# XGBoost regression for `matbench_mp_e_form` task using basic crystallographic features
###### Created April 1, 2021

![logo](https://github.com/materialsproject/matbench/blob/main/benchmarks/matbench_v0.1_dummy/matbench_logo.png?raw=1)


## Description
###### Give a brief overview of this notebook and your algorithm.

This directory is an example of a matbench submission, which should be made via pull-request (PR). This also is a minimum working example of how to use the matbench python package to run, record, and submit benchmarks with nested cross validation.

The benchmark used here is the original Matbench v0.1, as described in [Dunn et al.](https://doi.org/10.1038/s41524-020-00406-3).

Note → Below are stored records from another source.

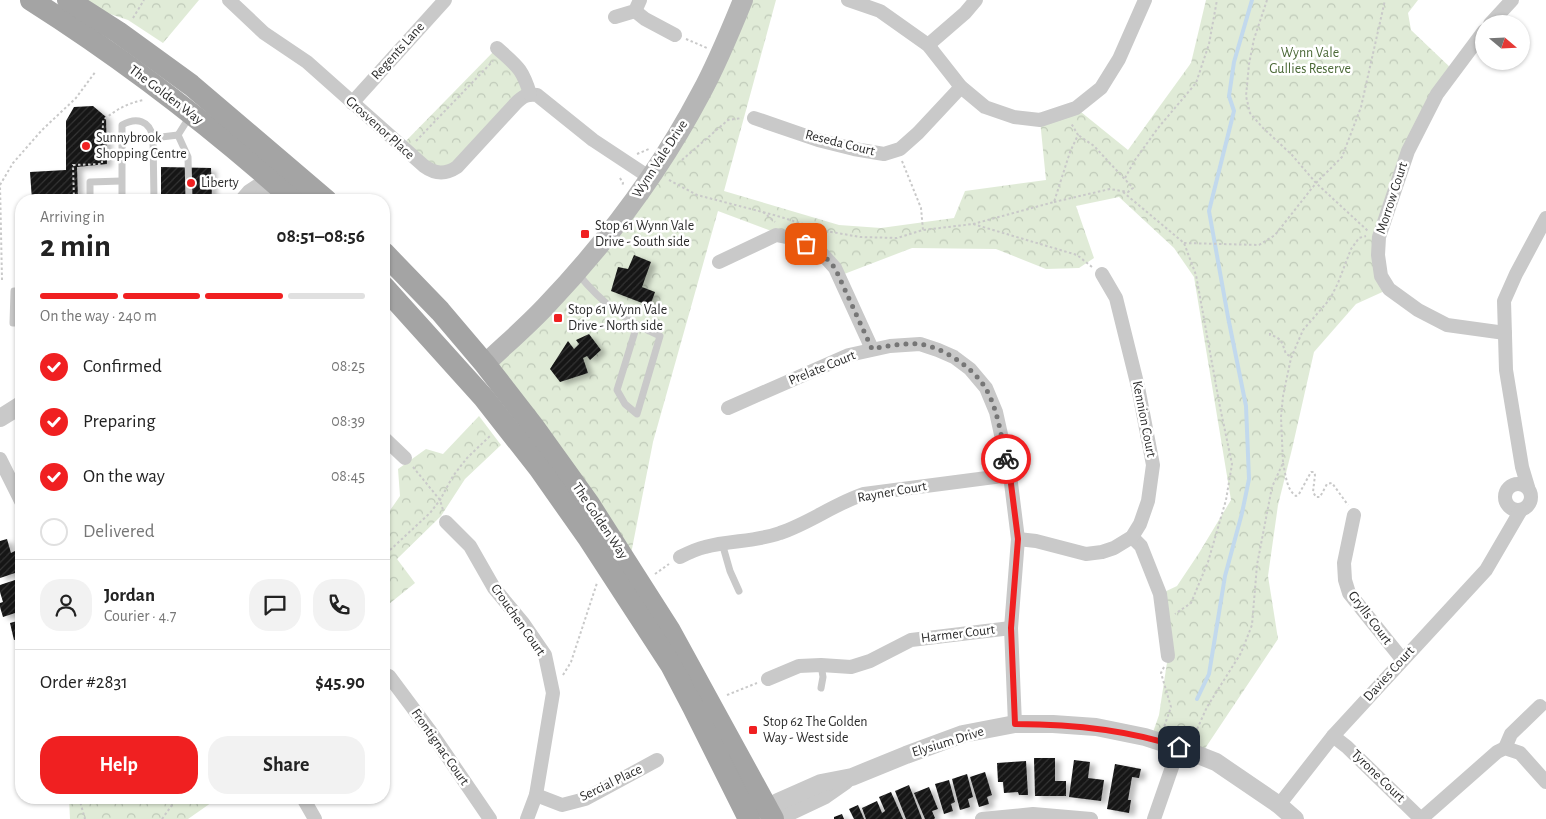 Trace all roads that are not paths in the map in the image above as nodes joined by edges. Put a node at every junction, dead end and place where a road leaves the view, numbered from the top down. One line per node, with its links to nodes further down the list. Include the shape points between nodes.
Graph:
1 (31, 0): 9 (main road, The Golden Way)
2 (229, 0): 19 (street, Grosvenor Place, via 264,33 306,62)
3 (445, 0): 19 (street, Regents Lane)
4 (743, 0): 25 (main road, Wynn Vale Drive, via 701,94)
5 (848, 0): 15 (street, via 880,11)
6 (976, 0): 15 (street)
7 (1145, 0): 17 (street, via 1119,59 1101,88 1076,108 1040,120 1014,117 985,107)
8 (1512, 0): 11 (street)
9 (64, 6): 20 (main road, The Golden Way); 24 (main road, The Golden Way, via 118,32 191,85)
10 (637, 6): 12 (street); 13 (street, via 645,19)
11 (1498, 15)
12 (615, 17)
13 (675, 35)
14 (1475, 43): 44 (street, Morrow Court, via 1437,94 1408,151 1379,237 1378,255 1381,276 1389,290 1418,310 1447,325)
15 (928, 45): 17 (street)
16 (499, 50): 18 (street, via 520,69)
17 (961, 86): 21 (street, Reseda Court, via 918,132 897,150 884,154 818,140)
18 (530, 94): 19 (street, Grosvenor Place, via 516,102 457,167 441,173 432,172 424,166); 25 (street, via 537,95 593,140)
19 (352, 102)
20 (191, 113): 22 (lane); 24 (main road, The Golden Way)
21 (754, 118)
22 (178, 135): 23 (lane); 30 (lane, via 188,157)
23 (154, 138): 26 (lane, via 147,124 140,120 122,125); 29 (lane)
24 (277, 171): 31 (street); 32 (street); 33 (main road, The Golden Way); 34 (main road, The Golden Way)
25 (652, 174): 38 (main road, Wynn Vale Drive, via 609,234)
26 (121, 181): 27 (lane, via 90,182); 28 (lane)
27 (90, 194)
28 (122, 194)
29 (154, 194)
30 (189, 194)
31 (249, 194)
32 (265, 194)
33 (290, 194)
34 (316, 194)
35 (1546, 218): 44 (street, via 1504,301)
36 (390, 259): 47 (main road, The Golden Way)
37 (719, 262): 45 (street, via 776,235 817,248 835,268)
38 (576, 272): 43 (lane, via 596,295); 47 (main road, Wynn Vale Drive)
39 (1102, 274): 62 (street, Kennion Court, via 1116,298 1153,465 1148,501)
40 (15, 292): 42 (lane, via 12,323)
41 (390, 294): 46 (main road, The Golden Way)
42 (15, 323)
43 (638, 325): 43 (lane, via 660,336 637,414 624,404 617,390)
44 (1505, 334): 57 (street, via 1506,370)
45 (872, 349): 49 (street, Prelate Court, via 849,355); 55 (street, Prelate Court, via 920,344 954,357 970,369 986,388 996,412)
46 (454, 364): 47 (main road); 48 (main road, The Golden Way)
47 (485, 364): 48 (main road); 84 (main road, The Golden Way, via 562,464 641,583 729,740)
48 (484, 398): 84 (main road, The Golden Way, via 585,532 653,636)
49 (728, 408)
50 (15, 409): 51 (street)
51 (0, 418)
52 (390, 444): 53 (street)
53 (405, 458)
54 (0, 459): 56 (street)
55 (1010, 476): 63 (street, Prelate Court); 64 (street, Rayner Court, via 864,494 779,534)
56 (15, 489)
57 (1525, 490): 58 (street); 59 (street, via 1527,507); 59 (street, via 1508,488 1505,496)
58 (1546, 499)
59 (1514, 507): 69 (street, Davies Court, via 1501,545 1486,570)
60 (1354, 515): 69 (street, Grylls Court, via 1344,563 1349,593)
61 (446, 522): 81 (street, Crouchen Court, via 470,546 494,588 545,655 553,693)
62 (1132, 537): 63 (street, via 1114,548 1086,554); 68 (street, via 1141,546 1160,594)
63 (1018, 539): 67 (street, Prelate Court)
64 (722, 543): 65 (street, Rayner Court, via 702,547); 66 (lane)
65 (680, 557)
66 (739, 591)
67 (1011, 628): 70 (street, Harmer Court, via 911,640 851,667); 75 (street, Prelate Court)
68 (1168, 656)
69 (1402, 659): 76 (street, Davies Court)
70 (821, 665): 72 (street, Harmer Court, via 798,666); 73 (lane)
71 (390, 677): 86 (street, Frontignac Court)
72 (768, 679)
73 (821, 688)
74 (1540, 706): 77 (street, via 1511,734)
75 (1015, 724): 78 (street, Elysium Drive, via 1096,727); 84 (street, Elysium Drive, via 963,734 852,777 825,795 783,815)
76 (1333, 736): 83 (street, Davies Court); 92 (street, Tyrone Court)
77 (1505, 748): 80 (street, via 1520,753); 92 (street)
78 (1183, 749): 83 (street, Elysium Drive, via 1216,762); 90 (street)
79 (657, 760): 81 (street, Sercial Place, via 585,799 562,804)
80 (1546, 782)
81 (536, 795): 87 (street, Crouchen Court)
82 (306, 804): 85 (street)
83 (1279, 805): 91 (street, Elysium Drive)
84 (761, 817)
85 (315, 819)
86 (490, 819)
87 (527, 819)
88 (982, 819): 89 (street, via 1033,814)
89 (1091, 819)
90 (1154, 819)
91 (1295, 819)
92 (1421, 819) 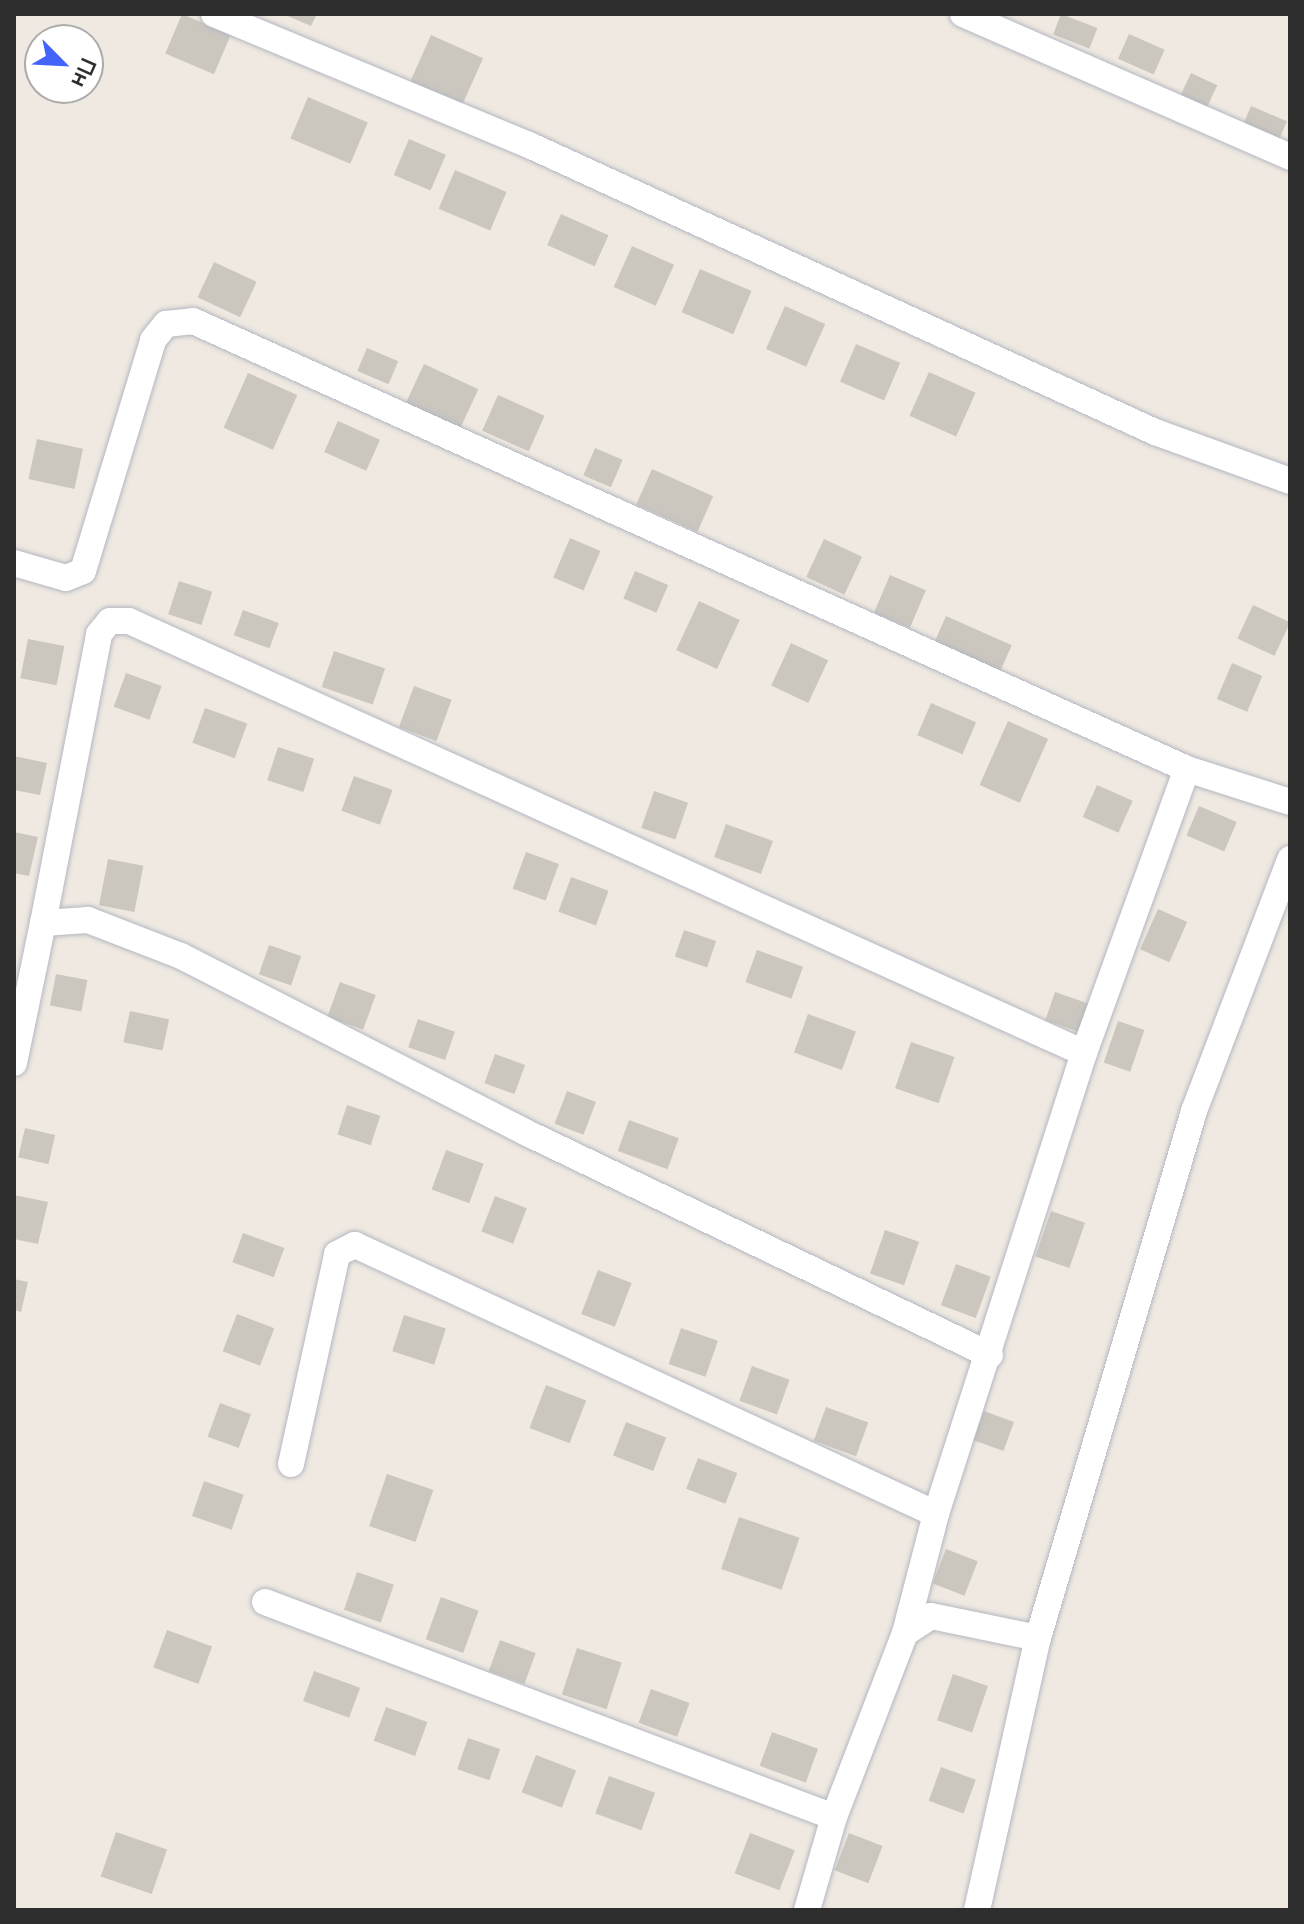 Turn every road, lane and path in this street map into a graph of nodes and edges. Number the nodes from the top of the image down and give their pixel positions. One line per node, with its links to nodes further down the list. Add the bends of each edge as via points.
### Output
1 (214, 14): 4 (street, via 529,145 1155,432)
2 (963, 14): 3 (street)
3 (1290, 157)
4 (1290, 481)
5 (14, 563): 6 (street, via 66,578 83,571 153,340 166,324 193,321)
6 (1187, 769): 7 (street); 10 (street)
7 (1290, 802)
8 (1290, 859): 17 (street, via 1194,1111)
9 (43, 923): 10 (street, via 99,634 110,621 129,621); 11 (street); 12 (street, via 88,920 181,956 525,1132)
10 (1084, 1053): 12 (street)
11 (14, 1063)
12 (990, 1355): 14 (street)
13 (291, 1464): 14 (street, via 337,1254 355,1245)
14 (936, 1514): 16 (street)
15 (265, 1602): 18 (street)
16 (905, 1633): 17 (street, via 931,1616); 18 (street)
17 (1038, 1638): 20 (street)
18 (834, 1817): 19 (street)
19 (807, 1910)
20 (977, 1910)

All submissions should include the following in a PR:
- Description
- Benchmark name
- Package versions
- Algorithm description
- Relevant citations
- Any other relevant info

## Benchmark name
###### Name the benchmark you are reporting results for.
Matbench v0.1

## Package versions
###### List all versions of packages required to run your notebook, including the matbench version used.
- matbench==0.1.0
- scikit-learn==0.24.1
- numpy==1.20.1

## Algorithm description
###### An in-depth explanation of your algorithm. 
###### Submissions are limited to one algorithm per notebook.
The model here is a dummy (random) model as described in [Dunn et al.](https://doi.org/10.1038/s41524-020-00406-3).
- Dummy classification model: randomly selects label in proportion to training+validation set. 
- Dummy regression model: predicts the mean of the training+validation set. 


## Relevant citations
###### List all relevant citations for your algorithm
- [Dunn et al.](https://doi.org/10.1038/s41524-020-00406-3)
- Your model's other citations go here.


## Any other relevant info
###### Freeform field to include any other relevant info about this notebook, your benchmark, or your PR submission.

---


General notes on notebooks:
- Please provide a short description for each code block, either
    - in markdown, as a separate cell
    - as inline comments
- Keep the output of each cell in the final notebook
- **The notebook must be named `notebook.ipynb`**!

In [1]:
# Import our required libraries and classes
%pip install matbench xgboost

from matbench.bench import MatbenchBenchmark
from sklearn.model_selection import train_test_split
import xgboost as xgb
import pandas as pd
import numpy as np
from typing import List, Optional, Sequence, Tuple, Union

Looking in indexes: https://pypi.org/simple, https://us-python.pkg.dev/colab-wheels/public/simple/
Collecting matbench
  Downloading matbench-0.5-py3-none-any.whl (9.9 MB)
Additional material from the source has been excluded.